Snuffleupagus should have done a better job of “overmedicating” himself. He failed, or he wouldn’t have been in dramatic respiratory meltdown, erupting copiously, firing viral particles into the air. (The only medications he was seen to use were cough drops. Oh please.)
And he should have worn a face mask. And washed his hands at every opportunity. He should have offered masks to those who had to sit next to him. (I do wonder how popular he was at whatever event “they” told him he had to attend.)
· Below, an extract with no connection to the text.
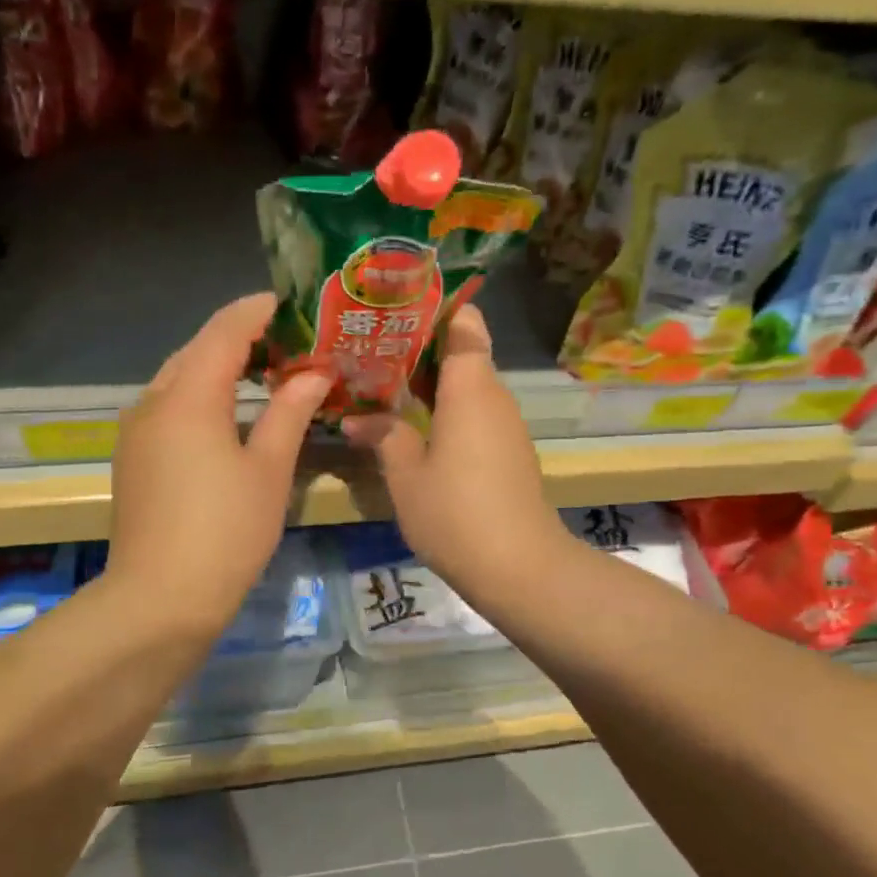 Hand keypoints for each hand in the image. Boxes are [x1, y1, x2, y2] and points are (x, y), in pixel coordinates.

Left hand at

It’s not rocket science. It’s not airplane science. It’s like paper airplane science. Face masks significantly reduce the chance of infecting others with your hideous viral ailment. For example, in a 2008 study, when children with “flu-like” illnesses wore masks, family members were 80% less likely to get sick. Children. Gummy little children. It might not protect the health of a person who is forced to spend 7 hours strapped next to you. But it’s certainly worth a try.
I thought about whether airlines should ban sick passengers. It couldn’t be enforced. But they could stock face masks. And not make sick passengers pay a penalty to reschedule.
It’s not good for people with head colds to fly, not that I care whether Sneezy Snivelton lives or dies. As long as he suffers. It can bring on sinus infections, ruptured eardrums, lasting hearing loss.
So what happened? How kind of you to care! UNLIKE INTERNATIONAL CONTAGION KING. Mr. Sumac got the head cold. Despite OTC medication, it got worse. When it seemed to be turning to bronchitis, Mr. Sumac took the just-in-case antibiotics his doctor had prescribed to avoid repeating the Russian disaster. He didn’t die. (I, Sumac, felt the cold pass by, but it didn’t get me. I have okay lungs. But ask me about my knees some time, and how they disprove Intelligent Design.)
He spent a lot of time asleep in hotel rooms in lovely towns. I sat in hotel rooms or walked around alone, DEPRIVED OF THE COMPANIONSHIP OF HIM I LOVE, and since we went to a country where Mr. Sumac speaks one of the languages and I do not, DEPRIVED OF MY TRANSLATOR, due to the selfish actions of Sniffle Punk.
Mr. Sumac spent less time walking, hiking, or smelling forest air, wild flowers, or good food. There were strolls we set out on, but had to turn back, because Mr. Sumac didn’t have the wind.
There were whole countries we didn’t visit. (Okay, one.) He did improve and was better before we returned home. I was able to drag him up hill and dale, to visit bosky fountains, to clamber battlements, to seek curious birds.
Next time he travels, Mr. Sumac will carry antibiotics, and also a stash of face masks. One for any pathogenic passenger he is forced to sit next to, one for himself, and one for the unfortunate sitting on the other side of the bubbling, heaving virus factory.
Apology not accepted.
I hate to think how I’d carry on about this if I were bitter.